Dizemos que todos os direitos conquistados no setor foram graças à luta nas ruas e temos a convicção de que este é o lugar que devemos ocupar, principalmente hoje em que as mulheres vivem uma situação tão crítica.
As medidas governamentais são insuficientes
Uma medida do Governo na pandemia foi um programa que concedeu às travestis e mulheres trans um valor de R $ 8.500 (50% do salário vital e móvel), valor inferior ao IFE, bem abaixo da linha da pobreza e que também deixou muitas fora, em muitos casos sem nenhuma renda.
No que diz respeito à crise habitacional, como dissemos anteriormente, houve muitos despejos em tempos de pandemia. O decreto nacional que suspende os despejos de inquilinos por falta de pagamento inclui hotéis e pensões. A maioria das travestis e trans que residem nesses locais, paga diariamente e sem contrato, o que as deixa expostas a extorsões e ameaças dos proprietários que violam o decreto. De acordo com o relatório, foram registrados centenas de casos em que foram jogadas na rua por não poderem continuar pagando. Um dos casos mais difundidos foi no bairro de Balvanera, em Buenos Aires: o dono do Hotel Saavedra ameaçou despejar oito travestis que moravam lá. Mas não temos conhecimento de uma única multa ou sanção para os proprietários de hotéis e residências por não respeitarem o decreto que prevê o não pagamento dos aluguéis em razão da crise e, em muitos casos, aumentam os mesmos.
No que se refere à Cota de Trabalho Trans, o Decreto estabelece que “os cargos [no setor público] devem ser preenchidos na proporção não inferior a 1% por travestis, transexuais e transgêneros que reúnam as condições de habilitação para o cargo”. Além disso, acrescenta que, se os candidatos a esses empregos não tiverem concluído a escola, poderão estudar até a conclusão.

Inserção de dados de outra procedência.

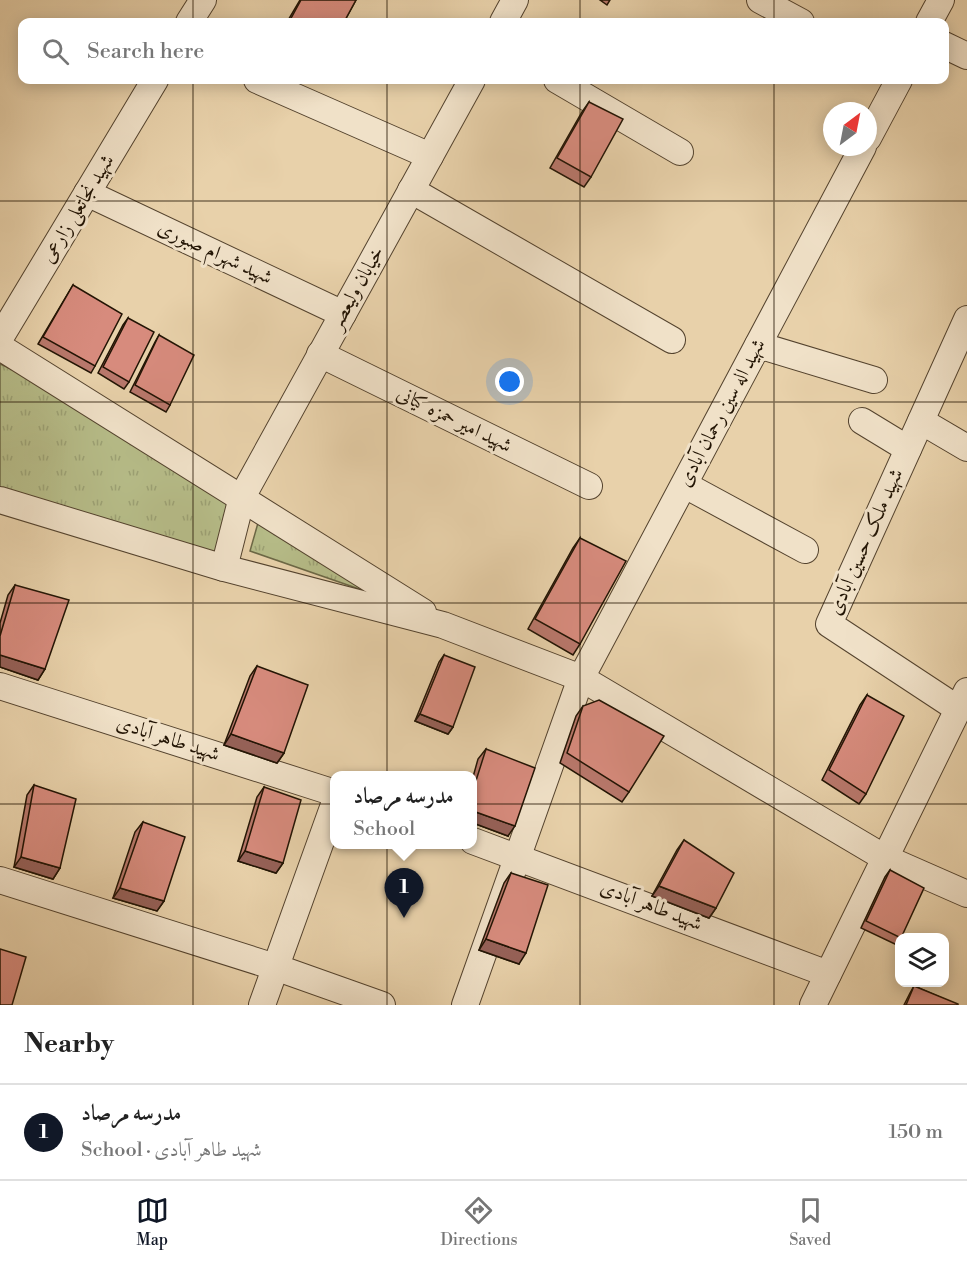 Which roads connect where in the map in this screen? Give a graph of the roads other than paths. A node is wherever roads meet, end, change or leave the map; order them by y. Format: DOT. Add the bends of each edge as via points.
graph roads {
  1 [pos="203,0"];
  2 [pos="515,0"];
  3 [pos="941,0"];
  4 [pos="766,2"];
  5 [pos="192,18"];
  6 [pos="505,18"];
  7 [pos="794,18"];
  8 [pos="931,18"];
  9 [pos="949,47"];
  10 [pos="967,56"];
  11 [pos="153,84"];
  12 [pos="266,84"];
  13 [pos="470,84"];
  14 [pos="564,84"];
  15 [pos="897,84"];
  16 [pos="877,121"];
  17 [pos="680,152"];
  18 [pos="430,156"];
  19 [pos="858,156"];
  20 [pos="411,190"];
  21 [pos="87,193"];
  22 [pos="343,314"];
  23 [pos="967,320"];
  24 [pos="0,338"];
  25 [pos="672,340"];
  26 [pos="758,345"];
  27 [pos="0,347"];
  28 [pos="320,354"];
  29 [pos="874,380"];
  30 [pos="862,421"];
  31 [pos="921,422"];
  32 [pos="967,448"];
  33 [pos="908,449"];
  34 [pos="684,485"];
  35 [pos="588,486"];
  36 [pos="242,497"];
  37 [pos="0,500"];
  38 [pos="805,550"];
  39 [pos="224,568"];
  40 [pos="443,625"];
  41 [pos="581,678"];
  42 [pos="0,686"];
  43 [pos="963,700"];
  44 [pos="330,791"];
  45 [pos="330,815"];
  46 [pos="477,842"];
  47 [pos="518,856"];
  48 [pos="885,858"];
  49 [pos="0,880"];
  50 [pos="967,894"];
  51 [pos="275,967"];
  52 [pos="828,974"];
  53 [pos="262,1005"];
  54 [pos="382,1005"];
  55 [pos="465,1005"];
  56 [pos="813,1005"];
  1 -- 5 [label="street"];
  2 -- 6 [label="street"];
  3 -- 8 [label="street"];
  4 -- 7 [label="street"];
  9 -- 10 [label="street"];
  11 -- 21 [label="street, شهید نجاتعلی زارعی"];
  12 -- 18 [label="street"];
  13 -- 18 [label="street, خیابان ولیعصر"];
  14 -- 17 [label="street"];
  15 -- 16 [label="street"];
  18 -- 20 [label="street, خیابان ولیعصر"];
  19 -- 26 [label="street, شهید اله سین رحمان آبادی"];
  20 -- 22 [label="street, خیابان ولیعصر"];
  20 -- 25 [label="street"];
  21 -- 22 [label="street, شهید شهرام صبوری"];
  21 -- 24 [label="street, شهید نجاتعلی زارعی"];
  22 -- 28 [label="street, خیابان ولیعصر"];
  23 -- 31 [label="street, شهید ملک حسین آبادی"];
  26 -- 29 [label="street"];
  26 -- 34 [label="street, شهید اله سین رحمان آبادی"];
  27 -- 36 [label="street"];
  28 -- 35 [label="street, شهید امیر حمزه کیانی"];
  28 -- 36 [label="street, خیابان ولیعصر"];
  30 -- 33 [label="street"];
  31 -- 32 [label="street"];
  31 -- 33 [label="street, شهید ملک حسین آبادی"];
  33 -- 43 [label="street, شهید ملک حسین آبادی" via="829,624"];
  34 -- 38 [label="street"];
  34 -- 41 [label="street, شهید اله سین رحمان آبادی"];
  36 -- 39 [label="street, خیابان ولیعصر"];
  36 -- 40 [label="street"];
  37 -- 39 [label="street"];
  39 -- 40 [label="street"];
  40 -- 41 [label="street"];
  41 -- 47 [label="street, شهید اله سین رحمان آبادی"];
  41 -- 48 [label="street"];
  42 -- 44 [label="street, شهید طاهر آبادی"];
  43 -- 48 [label="street"];
  45 -- 51 [label="street"];
  46 -- 47 [label="street, شهید طاهر آبادی"];
  47 -- 52 [label="street, شهید طاهر آبادی"];
  47 -- 55 [label="street, شهید اله سین رحمان آبادی"];
  48 -- 50 [label="street"];
  48 -- 52 [label="street"];
  49 -- 51 [label="street"];
  51 -- 53 [label="street"];
  51 -- 54 [label="street"];
  52 -- 56 [label="street"];
}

No entanto, nada diz sobre como eles terão garantia de permanência no trabalho ou como garantirão a continuidade educacional ou como terão acesso a saúde ou moradia. Também não contempla a possibilidade de bolsas, treinamentos nem fazem exigências ao setor privado, como fazem alguns projetos que tramitam no Congresso.
Como no caso dos decretos contra as demissões, o principal problema é como fazer com que isso seja cumprido. Com que mecanismos o Governo o controla? Nenhum. Isso significa que, embora haja avanços nas leis, as pessoas trans continuam sendo vítimas de discriminação e de todas as violências já mencionadas.

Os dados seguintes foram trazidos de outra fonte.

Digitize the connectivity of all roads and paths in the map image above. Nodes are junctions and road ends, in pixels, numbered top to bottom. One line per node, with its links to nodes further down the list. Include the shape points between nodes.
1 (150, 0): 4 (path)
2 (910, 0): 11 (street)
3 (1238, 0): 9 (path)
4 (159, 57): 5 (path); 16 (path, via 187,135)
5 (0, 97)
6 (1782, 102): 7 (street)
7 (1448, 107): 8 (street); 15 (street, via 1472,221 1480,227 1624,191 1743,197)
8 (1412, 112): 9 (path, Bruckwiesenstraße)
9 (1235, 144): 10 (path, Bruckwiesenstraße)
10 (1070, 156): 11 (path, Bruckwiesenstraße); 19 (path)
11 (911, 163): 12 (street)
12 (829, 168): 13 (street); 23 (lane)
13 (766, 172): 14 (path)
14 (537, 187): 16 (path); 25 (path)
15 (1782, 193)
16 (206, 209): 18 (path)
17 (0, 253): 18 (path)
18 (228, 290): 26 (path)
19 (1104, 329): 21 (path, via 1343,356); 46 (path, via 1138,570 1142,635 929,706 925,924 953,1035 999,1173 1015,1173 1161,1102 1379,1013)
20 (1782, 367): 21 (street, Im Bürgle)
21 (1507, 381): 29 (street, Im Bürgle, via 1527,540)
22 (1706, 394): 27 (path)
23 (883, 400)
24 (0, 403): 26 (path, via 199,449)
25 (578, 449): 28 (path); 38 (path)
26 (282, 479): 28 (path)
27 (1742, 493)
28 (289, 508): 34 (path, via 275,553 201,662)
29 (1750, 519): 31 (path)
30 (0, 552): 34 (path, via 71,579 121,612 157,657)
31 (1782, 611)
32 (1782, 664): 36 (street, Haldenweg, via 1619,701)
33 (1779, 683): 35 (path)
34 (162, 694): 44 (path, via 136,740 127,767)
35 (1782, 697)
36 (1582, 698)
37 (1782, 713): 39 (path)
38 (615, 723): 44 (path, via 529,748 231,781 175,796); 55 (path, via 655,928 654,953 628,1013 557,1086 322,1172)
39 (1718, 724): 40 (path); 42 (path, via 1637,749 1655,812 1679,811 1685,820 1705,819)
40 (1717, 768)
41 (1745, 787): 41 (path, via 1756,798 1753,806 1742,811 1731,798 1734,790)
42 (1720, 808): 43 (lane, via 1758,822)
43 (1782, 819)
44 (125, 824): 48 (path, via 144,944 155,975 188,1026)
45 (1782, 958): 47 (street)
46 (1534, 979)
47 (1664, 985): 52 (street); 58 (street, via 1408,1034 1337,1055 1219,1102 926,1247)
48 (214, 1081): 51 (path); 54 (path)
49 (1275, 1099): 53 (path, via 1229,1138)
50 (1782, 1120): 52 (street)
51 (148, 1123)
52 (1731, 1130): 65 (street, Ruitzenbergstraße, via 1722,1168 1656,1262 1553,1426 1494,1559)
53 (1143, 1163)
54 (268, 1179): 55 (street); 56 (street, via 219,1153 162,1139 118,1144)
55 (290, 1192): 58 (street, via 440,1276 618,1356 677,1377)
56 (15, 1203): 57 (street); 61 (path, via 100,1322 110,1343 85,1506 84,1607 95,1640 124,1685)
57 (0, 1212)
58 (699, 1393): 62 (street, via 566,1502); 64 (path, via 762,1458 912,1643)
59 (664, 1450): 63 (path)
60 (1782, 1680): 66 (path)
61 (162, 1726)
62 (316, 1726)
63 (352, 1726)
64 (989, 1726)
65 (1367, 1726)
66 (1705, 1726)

Por isso, não basta uma lei, muito menos uma que regule apenas um aspecto da vida. O problema é muito mais profundo.
Precisamos de soluções básicas
Dizemos que as medidas são insuficientes porque são medidas momentâneas e não de fundo, não há como resolver o problema da desigualdade, exclusão, marginalização, discriminação e violência para a comunidade LGBT se um plano de ação integral não for desenvolvido e implementado, além de aplicar as leis existentes.
Sabemos que não se constrói só com boas ideias, é preciso ter um orçamento. Para isso, o Governo deve deixar de pagar a dívida externa, implementar o imposto sobre as grandes fortunas e megaempresas de uma vez por todas, e destinar esse dinheiro para o que os trabalhadores e o povo precisam.

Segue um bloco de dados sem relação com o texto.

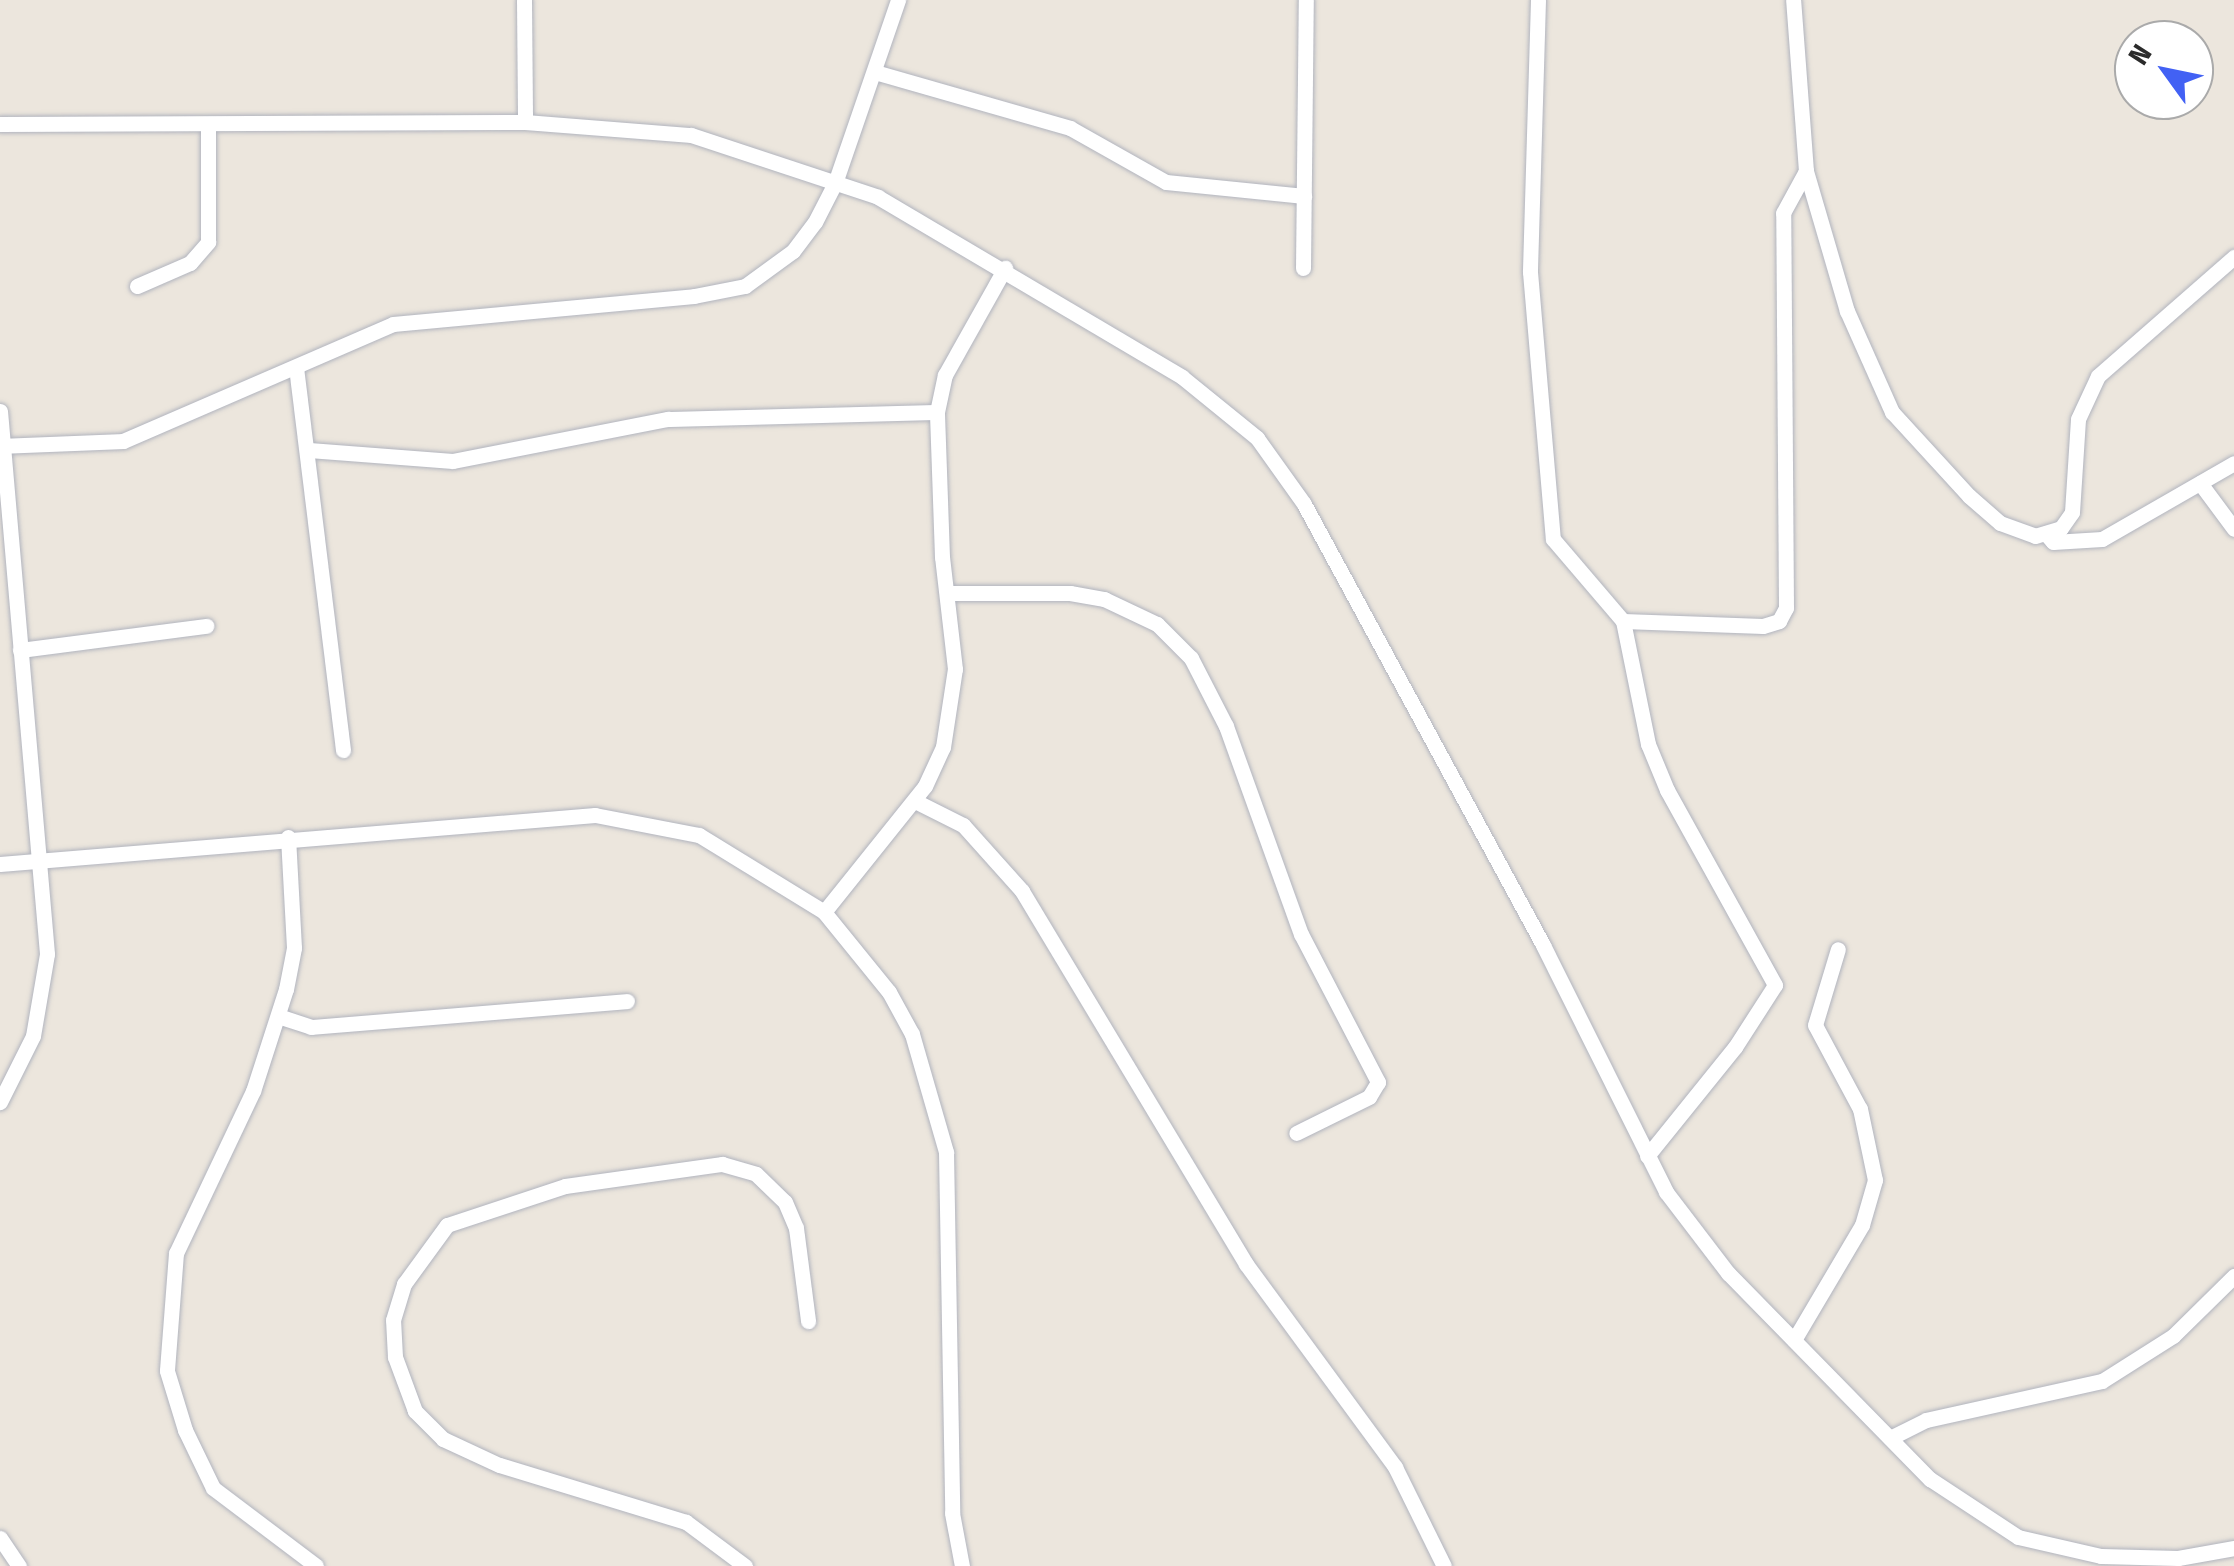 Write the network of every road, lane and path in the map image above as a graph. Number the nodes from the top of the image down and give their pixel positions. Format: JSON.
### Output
{"nodes":[{"id":1,"x":524,"y":0,"type":"edge"},
{"id":2,"x":898,"y":0,"type":"edge"},
{"id":3,"x":1306,"y":0,"type":"edge"},
{"id":4,"x":1538,"y":0,"type":"edge"},
{"id":5,"x":1792,"y":0,"type":"edge"},
{"id":6,"x":875,"y":72,"type":"junction"},
{"id":7,"x":525,"y":122,"type":"junction"},
{"id":8,"x":0,"y":124,"type":"edge"},
{"id":9,"x":208,"y":125,"type":"junction"},
{"id":10,"x":1806,"y":171,"type":"junction"},
{"id":11,"x":835,"y":183,"type":"junction"},
{"id":12,"x":1304,"y":196,"type":"junction"},
{"id":13,"x":2234,"y":257,"type":"edge"},
{"id":14,"x":1005,"y":268,"type":"junction"},
{"id":15,"x":1303,"y":268,"type":"dead end"},
{"id":16,"x":137,"y":286,"type":"dead end"},
{"id":17,"x":296,"y":367,"type":"junction"},
{"id":18,"x":0,"y":410,"type":"edge"},
{"id":19,"x":937,"y":412,"type":"junction"},
{"id":20,"x":2,"y":445,"type":"edge"},
{"id":21,"x":310,"y":450,"type":"junction"},
{"id":22,"x":2234,"y":463,"type":"edge"},
{"id":23,"x":2200,"y":483,"type":"junction"},
{"id":24,"x":2234,"y":529,"type":"edge"},
{"id":25,"x":2047,"y":534,"type":"junction"},
{"id":26,"x":947,"y":592,"type":"junction"},
{"id":27,"x":1622,"y":621,"type":"junction"},
{"id":28,"x":206,"y":626,"type":"dead end"},
{"id":29,"x":20,"y":644,"type":"junction"},
{"id":30,"x":0,"y":645,"type":"edge"},
{"id":31,"x":342,"y":750,"type":"dead end"},
{"id":32,"x":914,"y":800,"type":"junction"},
{"id":33,"x":288,"y":836,"type":"junction"},
{"id":34,"x":42,"y":857,"type":"junction"},
{"id":35,"x":0,"y":864,"type":"edge"},
{"id":36,"x":824,"y":912,"type":"junction"},
{"id":37,"x":1838,"y":950,"type":"dead end"},
{"id":38,"x":627,"y":1001,"type":"dead end"},
{"id":39,"x":278,"y":1016,"type":"junction"},
{"id":40,"x":0,"y":1102,"type":"edge"},
{"id":41,"x":1296,"y":1133,"type":"dead end"},
{"id":42,"x":1647,"y":1156,"type":"junction"},
{"id":43,"x":2232,"y":1280,"type":"edge"},
{"id":44,"x":808,"y":1322,"type":"dead end"},
{"id":45,"x":1794,"y":1340,"type":"junction"},
{"id":46,"x":1890,"y":1438,"type":"junction"},
{"id":47,"x":0,"y":1538,"type":"edge"},
{"id":48,"x":2234,"y":1548,"type":"edge"},
{"id":49,"x":19,"y":1566,"type":"edge"},
{"id":50,"x":316,"y":1566,"type":"edge"},
{"id":51,"x":745,"y":1566,"type":"edge"},
{"id":52,"x":962,"y":1566,"type":"edge"},
{"id":53,"x":1444,"y":1566,"type":"edge"}],
"edges":[{"from":1,"to":7,"type":"street"},
{"from":2,"to":6,"type":"street"},
{"from":3,"to":12,"type":"street"},
{"from":4,"to":27,"type":"street"},
{"from":5,"to":10,"type":"street"},
{"from":6,"to":11,"type":"street"},
{"from":6,"to":12,"type":"street"},
{"from":7,"to":9,"type":"street"},
{"from":7,"to":11,"type":"street"},
{"from":8,"to":9,"type":"street"},
{"from":9,"to":16,"type":"street"},
{"from":10,"to":25,"type":"street"},
{"from":10,"to":27,"type":"street"},
{"from":11,"to":14,"type":"street"},
{"from":11,"to":17,"type":"street"},
{"from":12,"to":15,"type":"street"},
{"from":13,"to":25,"type":"street"},
{"from":14,"to":19,"type":"street"},
{"from":14,"to":42,"type":"street"},
{"from":17,"to":20,"type":"street"},
{"from":17,"to":21,"type":"street"},
{"from":18,"to":20,"type":"street"},
{"from":19,"to":21,"type":"street"},
{"from":19,"to":26,"type":"street"},
{"from":20,"to":29,"type":"street"},
{"from":21,"to":31,"type":"street"},
{"from":22,"to":23,"type":"street"},
{"from":23,"to":24,"type":"street"},
{"from":23,"to":25,"type":"street"},
{"from":26,"to":32,"type":"street"},
{"from":26,"to":41,"type":"street"},
{"from":27,"to":42,"type":"street"},
{"from":28,"to":29,"type":"street"},
{"from":29,"to":30,"type":"street"},
{"from":29,"to":34,"type":"street"},
{"from":32,"to":36,"type":"street"},
{"from":32,"to":53,"type":"street"},
{"from":33,"to":34,"type":"street"},
{"from":33,"to":36,"type":"street"},
{"from":33,"to":39,"type":"street"},
{"from":34,"to":35,"type":"street"},
{"from":34,"to":40,"type":"street"},
{"from":36,"to":52,"type":"street"},
{"from":37,"to":45,"type":"street"},
{"from":38,"to":39,"type":"street"},
{"from":39,"to":50,"type":"street"},
{"from":42,"to":45,"type":"street"},
{"from":43,"to":46,"type":"street"},
{"from":44,"to":51,"type":"street"},
{"from":45,"to":46,"type":"street"},
{"from":46,"to":48,"type":"street"},
{"from":47,"to":49,"type":"street"}]}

Temos que levar essa luta entre todas/os nós, principalmente as centrais operárias, os sindicatos e as entidades estudantis. Devemos unir as lutas das mulheres lésbicas, bissexuais, travestis, trans e de todos os oprimidos por seus direitos com as demais demandas da classe trabalhadora, para lutarmos juntas por um mundo diferente, sem exploração ou opressão.
[1] Deve se apresentar quando exigido pelo tribunal, submeter-se ao controle do órgão responsável pelo controle das penalidades. Se tudo isso for cumprido, e o tempo estabelecido passar, a pena é considerada cumprida (ndt.)